Dans la région méganticoise, sept logements sont à la disposition des femmes et leurs enfants victimes de violence conjugale, accueillis dans un premier temps à la Bouée. L’objectif, donner aux victimes l’opportunité et surtout le temps nécessaire pour «se reconstruire». La durée de séjour est variable, en fonction du cheminement de chacune.
«Quand tu as vécu des années dans un contexte pas sain, il faut du temps pour te réapproprier ton identité. On sait très bien qu’il y a une adaptation importante à faire, d’abord sur le plan de la solitude et ensuite sur la capacité d’autonomie. Il a d’ailleurs été démontré que, depuis l’apparition des maisons de 2e étape, un plus grand pourcentage de femmes ne retournent pas avec le conjoint violent», transmet la directrice de la Bouée Sylvie Morin.
L’Alliance des maisons d’hébergement de 2e étape pour femmes et enfants victimes de violence conjugale regroupe 15 maisons au Québec, abritant un total de 103 logements, dont les sept desservis par la Bouée.
«Je suis bien ici, loin des cris. Parfois ma maison me manque mais je ne veux plus revivre cette situation. Pour l’instant, je m’habitue à vivre seule», transmet Marie, dont le prénom est fictif afin de préserver son anonymat. Oui dit-elle, sans cet «après Bouée», le risque de retourner dans son milieu violent aurait été plus présent. «Lorsque j’ai quitté ce milieu, je n’avais rien avec moi et pas beaucoup d’argent. Le fait que le logement est tout équipé aide énormément.» Les résidentes d’une maison de 2e étape n’ont qu’à débourser le coût du loyer et bénéficient d’un suivi de la Bouée sur une base personnalisée.
Autre point important, la sécurité des lieux. Caméras externes et rondes policières régulières dans le secteur font parties des moyens mis en place. Parce que la violence post séparation est bien réelle, transmet Mme Morin. «Les conjoints ne lâchent pas prise comme ça. Le soutien de l’environnement et de l’entourage est super important. «Je me sens en sécurité; ça m’enlève un gros poids. Et je sais que je peux toujours appeler à la Bouée en cas de besoin», renchérit Marie.
Sylvie Morin souhaite qu’on arrête de juger les femmes qui retournent auprès d’un conjoint violent après un séjour en maison d’hébergement et qu’on se penche plutôt sur les moyens de favoriser leur autonomie. «Si au bout de deux semaines, trois semaines ou un mois dans un lieu sécurisé, on lui dit «organise-toi», elle n’a pas eu le temps de se doter de bonnes balises, d’un bon encadrement.»

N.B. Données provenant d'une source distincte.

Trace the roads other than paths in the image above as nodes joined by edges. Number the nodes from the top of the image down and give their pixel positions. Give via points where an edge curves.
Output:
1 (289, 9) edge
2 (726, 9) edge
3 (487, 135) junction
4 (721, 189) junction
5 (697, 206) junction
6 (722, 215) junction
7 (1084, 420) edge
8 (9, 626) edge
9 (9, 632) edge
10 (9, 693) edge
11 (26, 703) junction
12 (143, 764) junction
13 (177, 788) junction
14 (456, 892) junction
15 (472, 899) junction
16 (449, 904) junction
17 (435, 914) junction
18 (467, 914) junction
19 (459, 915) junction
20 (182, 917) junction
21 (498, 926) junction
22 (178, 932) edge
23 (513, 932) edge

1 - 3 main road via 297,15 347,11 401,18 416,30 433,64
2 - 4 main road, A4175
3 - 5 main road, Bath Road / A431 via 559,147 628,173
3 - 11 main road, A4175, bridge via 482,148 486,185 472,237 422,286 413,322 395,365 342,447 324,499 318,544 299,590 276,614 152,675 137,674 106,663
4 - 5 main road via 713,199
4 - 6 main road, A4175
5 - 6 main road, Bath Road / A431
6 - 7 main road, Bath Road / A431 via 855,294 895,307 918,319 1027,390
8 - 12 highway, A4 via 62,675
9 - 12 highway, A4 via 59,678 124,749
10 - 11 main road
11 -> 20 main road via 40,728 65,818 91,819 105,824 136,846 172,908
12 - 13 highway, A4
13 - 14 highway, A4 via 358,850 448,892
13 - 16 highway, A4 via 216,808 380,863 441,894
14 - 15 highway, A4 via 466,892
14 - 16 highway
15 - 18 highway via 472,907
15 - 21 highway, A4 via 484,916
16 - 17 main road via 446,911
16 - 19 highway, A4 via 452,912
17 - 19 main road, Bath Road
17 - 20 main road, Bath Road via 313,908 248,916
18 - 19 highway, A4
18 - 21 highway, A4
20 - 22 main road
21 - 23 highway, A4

En plus de l’aspect monétaire, l’estime de soi des femmes victimes de violence conjugale est souvent au plus bas. «Quand t’as toujours été abaissée, tu es défaite. La blessure physique, ça fait mal sur le coup mais ce n’est pas ça qui reste. C’est la blessure psychologique qui est la pire; ça ne s’efface pas de même», partage Marie.
L’espace dans lequel vit Marie aujourd’hui ouvre cet espace à sa réappropriation. «C’est pour ça que j’ai mis mon petit loft chaleureux. Il faut aussi du monde chaleureux autour de soi; c’est ce que j’ai trouvé à La Bouée.»
La directrice de la Bouée ajoute que la venue de cette maison de 2e étape vient consolider les interventions de l’organisme, un plus tant pour les travailleuses que pour les femmes victimes de violence. «On peut maintenant travailler sur le long terme. C’était déchirant de laisser une personne partir de la maison d’hébergement pour donner la place à une autre, en sachant très bien la (mauvaise) suite des choses.»
Partir pour ne pas mourir
Pour se sortir du cycle de la violence, la toute première étape est cependant de taille: quitter le foyer conjugal. Marie invite les femmes concernées à poser cette action le plus vite possible. «Dans mon cas, si je n’étais pas partie, soit il m’aurait tuée, soit je me serais suicidée. Il ne faut pas en arriver là.»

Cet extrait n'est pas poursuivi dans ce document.